Frame by frame: Tracing the peak, Kailash and its tales

The surreal geography of Kailash Manasarovar area has come alive at photographer Milan Moudgill’s debut exhibition in the Capital. Featuring 54 high-quality art prints, three panoramas — with the largest being 4×20 ft — it follows in the footsteps of Swedish explorer Sven Hedin and Indian ascetic Swami Pranavananda, revisiting how the sacred region in Tibet was brought into geographical knowledge.

“I started this in 2002. My last trip to the sources of the rivers Brahmaputra, Sutlej, Indus and Karnali was in 2007… It’s been only six months that I started working on the project in earnest with an idea to put out an exhibition,” shares Milan, who has captured the north, south, west and east faces of the Kailash peak. Explaining why he felt the urge to “get unique views from different angles”, he says, “They’re not something you can shoot off a pilgrim trail… The west face is only seen twice in the parikrama. East face is not seen at all.”
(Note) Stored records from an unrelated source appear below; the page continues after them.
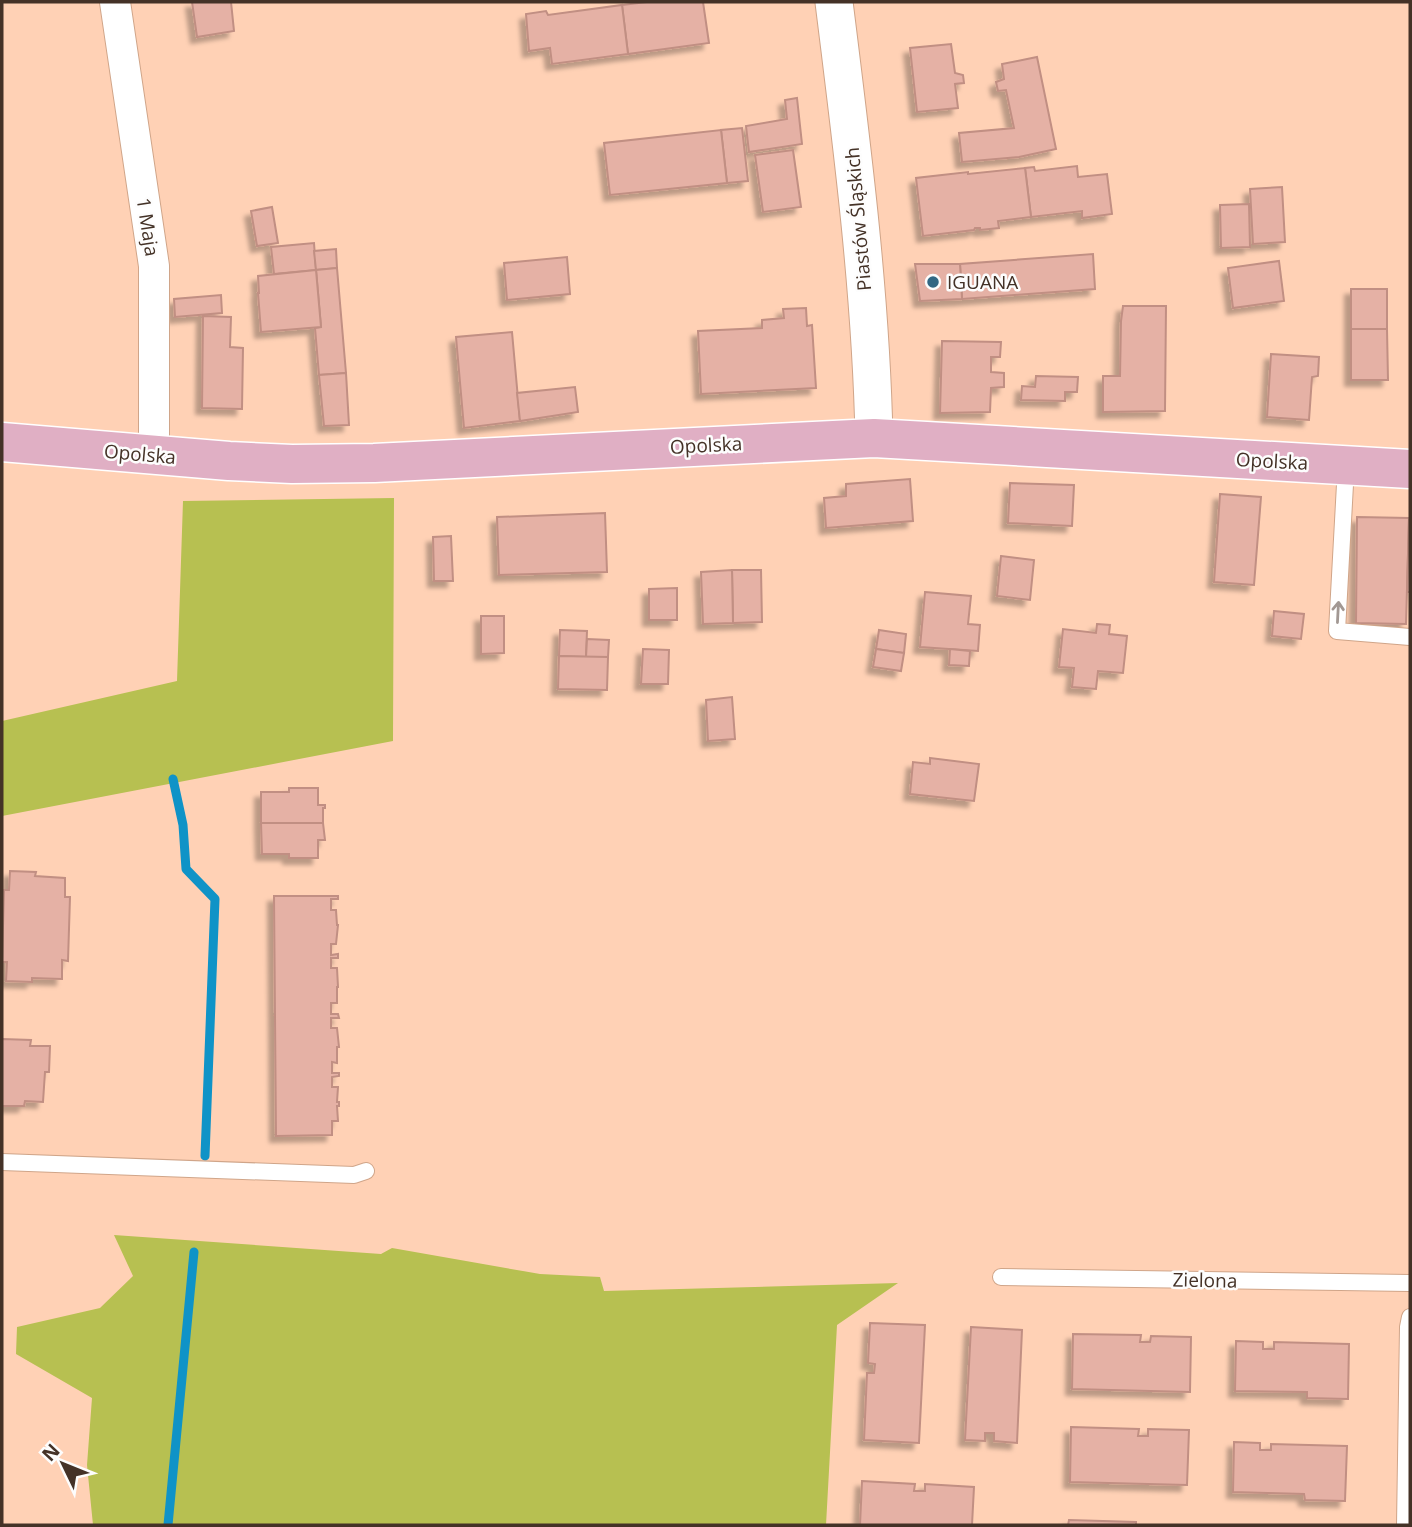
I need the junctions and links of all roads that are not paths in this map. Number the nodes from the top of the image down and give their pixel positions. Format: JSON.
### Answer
{"nodes":[{"id":1,"x":115,"y":2,"type":"edge"},
{"id":2,"x":834,"y":2,"type":"edge"},
{"id":3,"x":874,"y":438,"type":"junction"},
{"id":4,"x":2,"y":442,"type":"edge"},
{"id":5,"x":153,"y":455,"type":"junction"},
{"id":6,"x":1346,"y":466,"type":"junction"},
{"id":7,"x":1410,"y":469,"type":"edge"},
{"id":8,"x":1410,"y":637,"type":"edge"},
{"id":9,"x":2,"y":1163,"type":"edge"},
{"id":10,"x":366,"y":1171,"type":"dead end"},
{"id":11,"x":1001,"y":1277,"type":"dead end"},
{"id":12,"x":1410,"y":1283,"type":"edge"},
{"id":13,"x":1410,"y":1317,"type":"edge"},
{"id":14,"x":1405,"y":1525,"type":"edge"}],
"edges":[{"from":1,"to":5,"type":"street","name":"1 Maja"},
{"from":2,"to":3,"type":"street","name":"Piastów Śląskich"},
{"from":3,"to":5,"type":"main road","name":"Opolska"},
{"from":3,"to":6,"type":"main road","name":"Opolska"},
{"from":4,"to":5,"type":"main road","name":"Opolska"},
{"from":6,"to":7,"type":"main road","name":"Opolska"},
{"from":8,"to":6,"type":"lane","one_way":true},
{"from":9,"to":10,"type":"lane"},
{"from":11,"to":12,"type":"lane","name":"Zielona"},
{"from":13,"to":14,"type":"lane"}]}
Milan Moudgill has a fun moment, with fashion designer Ritu Kumar, at the opening of his debut exhibition. (Photo: Manish Rajput/HT)
Milan Moudgill has a fun moment, with fashion designer Ritu Kumar, at the opening of his debut exhibition. (Photo: Manish Rajput/HT)

As part of this project, the sources of the Brahmaputra, Indus and Sutlej were visited in 2007 — a full 100 years after Sven Hedin did, using his journals, written accounts and maps from the archive of the Swedish National Library, their National Archives and the Museum of Ethnography, Stockholm. “I am a graphic designer and all of this wasn’t my forte at all. I just had an idea and went for it. The most fascinating part was to find Swami Pranavananda’s material. He has written three books, uske alawa there’s nothing available till his box of archives was found,” says Moudgill.

This ongoing exhibition offers new perspectives of the peak. Displayed at the galleries are never-seen-before archival material of Swami Pranavananda. Milan has also captured a rare look of the area in winter, when the lakes are frozen. To explain this and a lot more, there will be a walk through at the gallery on August 5 and 6 at 5.30pm.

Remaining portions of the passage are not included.